╭─ MATERIAL FOR THE TASK
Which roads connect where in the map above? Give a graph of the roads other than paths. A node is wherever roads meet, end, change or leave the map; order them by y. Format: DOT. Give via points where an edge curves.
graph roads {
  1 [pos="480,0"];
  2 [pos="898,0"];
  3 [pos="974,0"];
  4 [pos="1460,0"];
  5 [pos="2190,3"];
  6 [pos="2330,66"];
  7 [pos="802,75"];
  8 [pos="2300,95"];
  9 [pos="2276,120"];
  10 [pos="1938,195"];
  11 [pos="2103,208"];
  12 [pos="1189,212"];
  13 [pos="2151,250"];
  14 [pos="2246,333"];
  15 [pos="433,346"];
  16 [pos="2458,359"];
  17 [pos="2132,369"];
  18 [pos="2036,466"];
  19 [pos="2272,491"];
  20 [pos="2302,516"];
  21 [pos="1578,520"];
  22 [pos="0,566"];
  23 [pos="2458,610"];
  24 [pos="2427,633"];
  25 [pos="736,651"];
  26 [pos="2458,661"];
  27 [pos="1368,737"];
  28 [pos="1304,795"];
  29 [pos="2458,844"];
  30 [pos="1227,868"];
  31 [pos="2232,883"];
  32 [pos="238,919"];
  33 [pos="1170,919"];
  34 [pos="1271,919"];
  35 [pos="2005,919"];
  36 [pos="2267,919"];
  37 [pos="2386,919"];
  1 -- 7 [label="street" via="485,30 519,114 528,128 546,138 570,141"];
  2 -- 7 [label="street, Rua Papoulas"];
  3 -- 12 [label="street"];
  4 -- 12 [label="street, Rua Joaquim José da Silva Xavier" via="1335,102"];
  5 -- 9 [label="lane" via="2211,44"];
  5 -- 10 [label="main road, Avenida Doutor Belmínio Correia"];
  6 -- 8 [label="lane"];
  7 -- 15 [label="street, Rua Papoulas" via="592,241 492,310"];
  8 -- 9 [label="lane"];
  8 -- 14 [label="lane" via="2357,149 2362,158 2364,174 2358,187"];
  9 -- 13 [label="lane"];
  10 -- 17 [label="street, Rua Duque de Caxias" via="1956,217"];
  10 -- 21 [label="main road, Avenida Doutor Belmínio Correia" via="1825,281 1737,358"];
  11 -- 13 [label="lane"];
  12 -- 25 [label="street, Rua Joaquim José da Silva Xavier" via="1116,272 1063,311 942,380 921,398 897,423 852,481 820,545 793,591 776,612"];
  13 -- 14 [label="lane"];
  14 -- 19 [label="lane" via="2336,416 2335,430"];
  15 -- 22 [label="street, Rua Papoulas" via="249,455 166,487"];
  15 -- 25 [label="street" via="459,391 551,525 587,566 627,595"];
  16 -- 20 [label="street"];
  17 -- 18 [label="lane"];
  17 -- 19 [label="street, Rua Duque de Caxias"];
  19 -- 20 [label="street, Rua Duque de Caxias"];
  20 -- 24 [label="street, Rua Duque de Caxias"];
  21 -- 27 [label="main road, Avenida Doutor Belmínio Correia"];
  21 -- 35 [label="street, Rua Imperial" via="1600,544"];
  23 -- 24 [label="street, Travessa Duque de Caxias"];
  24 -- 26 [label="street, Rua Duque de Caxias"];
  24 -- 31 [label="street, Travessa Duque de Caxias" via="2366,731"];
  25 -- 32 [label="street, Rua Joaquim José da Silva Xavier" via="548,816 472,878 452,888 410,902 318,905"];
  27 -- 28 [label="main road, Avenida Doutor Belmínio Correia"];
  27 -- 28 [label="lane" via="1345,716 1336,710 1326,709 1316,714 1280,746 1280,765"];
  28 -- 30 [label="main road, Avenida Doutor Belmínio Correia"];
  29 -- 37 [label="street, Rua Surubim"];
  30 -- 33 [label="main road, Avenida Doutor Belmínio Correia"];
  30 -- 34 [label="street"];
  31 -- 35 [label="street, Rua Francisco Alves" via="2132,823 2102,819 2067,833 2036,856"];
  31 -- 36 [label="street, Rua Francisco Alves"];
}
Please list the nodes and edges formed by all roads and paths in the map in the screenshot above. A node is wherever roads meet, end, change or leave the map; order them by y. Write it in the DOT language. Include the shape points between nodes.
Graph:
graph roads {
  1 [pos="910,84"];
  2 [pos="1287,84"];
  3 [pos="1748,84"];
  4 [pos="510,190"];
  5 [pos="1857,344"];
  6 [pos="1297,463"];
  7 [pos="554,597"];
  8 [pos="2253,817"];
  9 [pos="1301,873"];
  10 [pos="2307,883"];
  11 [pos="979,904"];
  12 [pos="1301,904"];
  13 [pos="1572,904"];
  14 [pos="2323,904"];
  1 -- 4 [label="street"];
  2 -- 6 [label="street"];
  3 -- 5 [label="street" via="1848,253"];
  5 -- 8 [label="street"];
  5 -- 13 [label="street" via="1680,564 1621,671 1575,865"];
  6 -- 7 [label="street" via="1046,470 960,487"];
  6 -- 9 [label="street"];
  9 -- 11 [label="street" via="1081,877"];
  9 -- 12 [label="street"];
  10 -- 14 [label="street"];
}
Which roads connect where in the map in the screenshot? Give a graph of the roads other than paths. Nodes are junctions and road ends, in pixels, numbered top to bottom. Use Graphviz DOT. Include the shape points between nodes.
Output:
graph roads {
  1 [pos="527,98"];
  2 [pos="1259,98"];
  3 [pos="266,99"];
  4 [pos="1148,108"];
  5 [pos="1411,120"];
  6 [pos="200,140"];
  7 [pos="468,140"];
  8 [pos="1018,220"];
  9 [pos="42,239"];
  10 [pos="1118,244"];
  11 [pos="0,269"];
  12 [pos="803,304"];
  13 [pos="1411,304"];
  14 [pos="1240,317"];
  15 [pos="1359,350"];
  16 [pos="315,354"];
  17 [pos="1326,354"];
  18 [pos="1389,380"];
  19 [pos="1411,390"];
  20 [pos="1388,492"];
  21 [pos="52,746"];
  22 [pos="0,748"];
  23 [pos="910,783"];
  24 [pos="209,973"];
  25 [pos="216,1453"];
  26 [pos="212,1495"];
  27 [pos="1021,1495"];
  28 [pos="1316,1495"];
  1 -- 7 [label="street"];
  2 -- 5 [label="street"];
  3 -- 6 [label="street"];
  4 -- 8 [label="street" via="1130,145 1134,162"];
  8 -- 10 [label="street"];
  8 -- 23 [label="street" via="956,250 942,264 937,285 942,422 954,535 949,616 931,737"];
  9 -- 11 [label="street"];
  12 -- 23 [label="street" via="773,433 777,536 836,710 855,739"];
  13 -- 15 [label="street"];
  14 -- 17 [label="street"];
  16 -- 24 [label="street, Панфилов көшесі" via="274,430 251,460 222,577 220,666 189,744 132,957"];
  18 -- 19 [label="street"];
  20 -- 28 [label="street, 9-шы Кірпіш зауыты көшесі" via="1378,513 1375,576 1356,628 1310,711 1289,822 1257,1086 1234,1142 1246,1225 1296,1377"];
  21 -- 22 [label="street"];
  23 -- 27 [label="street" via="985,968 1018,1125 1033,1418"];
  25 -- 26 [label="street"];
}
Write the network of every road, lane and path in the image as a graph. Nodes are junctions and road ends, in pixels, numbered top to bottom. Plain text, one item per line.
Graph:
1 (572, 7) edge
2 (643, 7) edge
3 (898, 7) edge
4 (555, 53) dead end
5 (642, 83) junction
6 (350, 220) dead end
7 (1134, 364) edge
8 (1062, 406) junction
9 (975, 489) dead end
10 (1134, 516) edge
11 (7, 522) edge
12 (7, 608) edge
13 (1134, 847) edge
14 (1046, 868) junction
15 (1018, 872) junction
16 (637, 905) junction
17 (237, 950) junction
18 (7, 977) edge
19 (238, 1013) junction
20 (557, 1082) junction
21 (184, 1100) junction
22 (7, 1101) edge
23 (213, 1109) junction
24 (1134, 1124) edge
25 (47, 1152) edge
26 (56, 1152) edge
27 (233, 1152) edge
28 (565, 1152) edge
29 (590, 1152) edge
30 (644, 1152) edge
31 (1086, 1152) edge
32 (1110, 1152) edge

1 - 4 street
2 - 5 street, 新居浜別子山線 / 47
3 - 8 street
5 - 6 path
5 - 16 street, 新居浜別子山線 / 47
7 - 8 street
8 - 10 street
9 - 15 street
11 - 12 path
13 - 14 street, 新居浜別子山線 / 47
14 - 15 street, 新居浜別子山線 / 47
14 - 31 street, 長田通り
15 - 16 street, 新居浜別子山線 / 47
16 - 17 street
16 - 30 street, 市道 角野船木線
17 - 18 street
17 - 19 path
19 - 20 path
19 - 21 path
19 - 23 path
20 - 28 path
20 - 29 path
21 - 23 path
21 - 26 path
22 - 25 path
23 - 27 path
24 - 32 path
╰─
- YOUR TASK
From the records above, copy every line that includes the word "Belmínio".

- ANSWER TO THIS TASK
  5 -- 10 [label="main road, Avenida Doutor Belmínio Correia"];
  10 -- 21 [label="main road, Avenida Doutor Belmínio Correia" via="1825,281 1737,358"];
  21 -- 27 [label="main road, Avenida Doutor Belmínio Correia"];
  27 -- 28 [label="main road, Avenida Doutor Belmínio Correia"];
  28 -- 30 [label="main road, Avenida Doutor Belmínio Correia"];
  30 -- 33 [label="main road, Avenida Doutor Belmínio Correia"];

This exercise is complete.